Patas Doradas nunca se alzó contra la anterior líder, ni tampoco lo hace contra su hermanastra. Aun así, es como si ésta estuviera especialmente irritable con ella. En una ocasión agarra con sus fauces el hocico de Patas Doradas y la pasea ante la manada. Patas Doradas la obedece humildemente con el lomo encorvado y apartando la mirada. Los lobos más jóvenes se incorporan y comienzan a pasear intranquilos. Después, Patas Doradas le lame las comisuras de la boca a su hermanastra. No quiere pelearse ni desafiarla.
El plateado macho alfa es difícil de conquistar. En los tiempos de la antigua líder, la seguía durante semanas antes de que ella se decidiera a aparearse. Él le olfateaba el trasero y ponía en su sitio a los demás machos ante su mirada. Cada dos por tres se acercaba a donde estaba ella. Solía tocarla con la pata delantera como preguntando: «¿Ahora sí?»
El macho alfa se muestra apático y aparentemente sin interés por la hermanastra de Patas Doradas. Tiene siete años y no hay ningún miembro de la manada que muestre el más mínimo signo de intentar quitarle el puesto. En pocos años será mayor y más débil y tendrá que reafirmarse más a menudo, pero ahora puede tumbarse y dejar que el sol le caliente el pelaje mientras se lame las patas delanteras o atrapa un poco de nieve. La hermanastra de Patas Doradas lo corteja. Se pone de cuclillas y orina cerca de donde está para despertar su interés. Se le pasea por delante deseosa y con manchas de sangre donde le nace la cola. Finalmente, él se da por vencido y la cubre. Toda la manada suspira aliviada. La tensión en el grupo desaparece al instante.
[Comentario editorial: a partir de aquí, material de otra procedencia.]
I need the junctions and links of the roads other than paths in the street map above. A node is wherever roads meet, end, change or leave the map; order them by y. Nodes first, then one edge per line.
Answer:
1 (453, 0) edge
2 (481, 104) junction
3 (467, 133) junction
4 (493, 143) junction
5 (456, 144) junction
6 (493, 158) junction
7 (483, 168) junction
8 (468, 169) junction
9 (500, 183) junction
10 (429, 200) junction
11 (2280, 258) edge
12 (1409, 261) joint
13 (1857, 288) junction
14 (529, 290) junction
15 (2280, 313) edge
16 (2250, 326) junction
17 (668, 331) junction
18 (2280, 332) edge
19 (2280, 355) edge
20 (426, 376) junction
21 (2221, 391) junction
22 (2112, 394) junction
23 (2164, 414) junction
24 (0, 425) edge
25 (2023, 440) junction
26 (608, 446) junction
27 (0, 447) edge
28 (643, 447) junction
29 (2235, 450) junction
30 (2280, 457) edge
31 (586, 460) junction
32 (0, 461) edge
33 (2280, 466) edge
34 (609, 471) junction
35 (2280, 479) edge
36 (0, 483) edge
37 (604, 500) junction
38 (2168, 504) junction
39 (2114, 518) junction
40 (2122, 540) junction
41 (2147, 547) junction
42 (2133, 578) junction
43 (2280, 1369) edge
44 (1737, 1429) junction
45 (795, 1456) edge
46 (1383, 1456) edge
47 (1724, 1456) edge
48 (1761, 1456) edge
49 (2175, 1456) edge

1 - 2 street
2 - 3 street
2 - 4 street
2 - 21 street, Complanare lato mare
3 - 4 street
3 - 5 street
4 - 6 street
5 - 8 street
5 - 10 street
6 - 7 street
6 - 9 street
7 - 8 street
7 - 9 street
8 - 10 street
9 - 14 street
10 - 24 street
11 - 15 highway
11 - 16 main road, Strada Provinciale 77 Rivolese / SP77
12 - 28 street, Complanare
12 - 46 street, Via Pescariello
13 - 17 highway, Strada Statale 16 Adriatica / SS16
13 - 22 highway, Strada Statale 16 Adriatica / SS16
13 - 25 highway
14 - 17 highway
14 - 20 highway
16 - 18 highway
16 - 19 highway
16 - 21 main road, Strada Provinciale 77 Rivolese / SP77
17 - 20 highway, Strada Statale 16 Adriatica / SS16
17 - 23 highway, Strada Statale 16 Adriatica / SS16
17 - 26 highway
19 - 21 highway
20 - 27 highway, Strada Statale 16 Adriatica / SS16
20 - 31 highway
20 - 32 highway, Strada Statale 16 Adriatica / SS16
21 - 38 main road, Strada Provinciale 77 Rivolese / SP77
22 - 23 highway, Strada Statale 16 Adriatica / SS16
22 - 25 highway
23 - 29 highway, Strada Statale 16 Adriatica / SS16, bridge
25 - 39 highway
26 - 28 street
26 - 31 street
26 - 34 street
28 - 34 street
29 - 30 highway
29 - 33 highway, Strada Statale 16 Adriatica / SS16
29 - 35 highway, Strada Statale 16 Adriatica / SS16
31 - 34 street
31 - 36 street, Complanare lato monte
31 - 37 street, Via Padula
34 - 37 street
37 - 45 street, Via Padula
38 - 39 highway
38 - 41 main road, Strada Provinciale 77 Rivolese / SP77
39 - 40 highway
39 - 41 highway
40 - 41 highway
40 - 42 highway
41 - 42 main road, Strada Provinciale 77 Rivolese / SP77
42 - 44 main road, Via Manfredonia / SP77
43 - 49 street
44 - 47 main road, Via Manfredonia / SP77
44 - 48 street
Los dos cachorros de apenas un año despiertan a Patas Doradas con ganas de jugar. Ella se ha tumbado a dormitar bajo un abeto un poco alejado, pero ahora los cachorros se le echan encima. Uno se desploma con las patas delanteras sobre la nieve inclinando todo el cuerpo hacia delante de manera juguetona. El otro llega a la carrera y le salta por encima. Ella se incorpora de un brinco y empieza a perseguirlos. Los dos machos arman tanto jaleo que se oye el eco entre los árboles. Una ardilla espantada sale a toda prisa tronco arriba de un árbol como una raya roja. Patas Doradas alcanza a uno de los lobeznos y hace una doble voltereta sobre la nieve. Luego luchan un rato y después les toca a ellos perseguirla a ella. Sale rápida como un turón entre los árboles; a veces aminora el paso hasta que están a punto de atraparla y entonces vuelve a acelerar. No la cogen hasta que ella quiere.